**Exercise requirements:**
In your copy, leave out the pictures and repeat the entries below exactly.

[Images with keypoint coordinates]
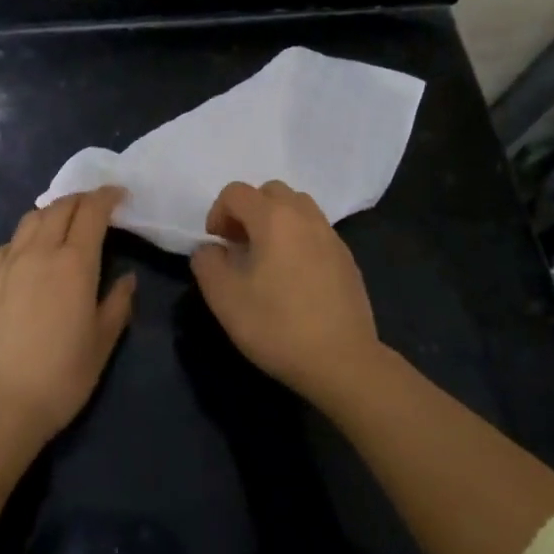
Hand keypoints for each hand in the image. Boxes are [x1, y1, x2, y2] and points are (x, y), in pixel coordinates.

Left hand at [0, 188, 135, 442]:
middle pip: (61, 206)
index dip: (108, 196)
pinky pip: (8, 243)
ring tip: (62, 223)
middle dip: (82, 199)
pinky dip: (25, 237)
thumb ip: (118, 304)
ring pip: (31, 219)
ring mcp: (8, 262)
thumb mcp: (102, 343)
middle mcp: (40, 251)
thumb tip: (126, 278)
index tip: (120, 195)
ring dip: (52, 212)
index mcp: (75, 262)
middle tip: (95, 207)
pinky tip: (28, 253)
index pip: (93, 211)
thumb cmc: (60, 375)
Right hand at [189, 181, 381, 403]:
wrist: (342, 361)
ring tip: (267, 257)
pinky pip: (316, 231)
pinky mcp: (347, 258)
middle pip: (271, 191)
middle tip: (240, 245)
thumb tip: (210, 249)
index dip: (218, 212)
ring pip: (298, 207)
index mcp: (273, 218)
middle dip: (249, 210)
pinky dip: (298, 238)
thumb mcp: (224, 298)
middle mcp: (305, 216)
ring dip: (276, 220)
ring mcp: (331, 236)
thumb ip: (207, 263)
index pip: (236, 192)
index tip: (217, 244)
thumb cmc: (277, 326)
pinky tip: (294, 276)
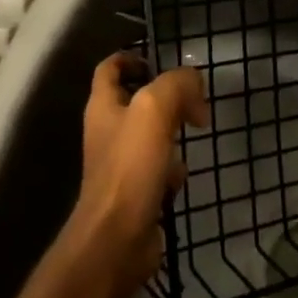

**Written reply:**
Hand keypoints for each hand in the image. Boxes are [x1, y1, x2, y2] and points are (x, y), in pixel coordinates.

Left hand at [0, 188, 135, 442]:
middle pip: (61, 206)
index dip: (108, 196)
pinky pip: (8, 243)
ring tip: (62, 223)
middle dip: (82, 199)
pinky dip: (25, 237)
thumb ip: (118, 304)
ring pip: (31, 219)
ring mcp: (8, 262)
thumb mcp: (102, 343)
middle mcp: (40, 251)
thumb tip: (126, 278)
index tip: (120, 195)
ring dip: (52, 212)
index mcp: (75, 262)
middle tip: (95, 207)
pinky tip: (28, 253)
index pip: (93, 211)
thumb cmc: (60, 375)
Right hand at [189, 181, 381, 403]:
wrist: (342, 361)
ring tip: (267, 257)
pinky pip: (316, 231)
pinky mcp: (347, 258)
middle pip: (271, 191)
middle tip: (240, 245)
thumb tip: (210, 249)
index dip: (218, 212)
ring pip: (298, 207)
index mcp: (273, 218)
middle dip: (249, 210)
pinky dip: (298, 238)
thumb mcp: (224, 298)
middle mcp: (305, 216)
ring dip: (276, 220)
ring mcp: (331, 236)
thumb ip: (207, 263)
index pip: (236, 192)
index tip: (217, 244)
thumb cmc: (277, 326)
pinky tip: (294, 276)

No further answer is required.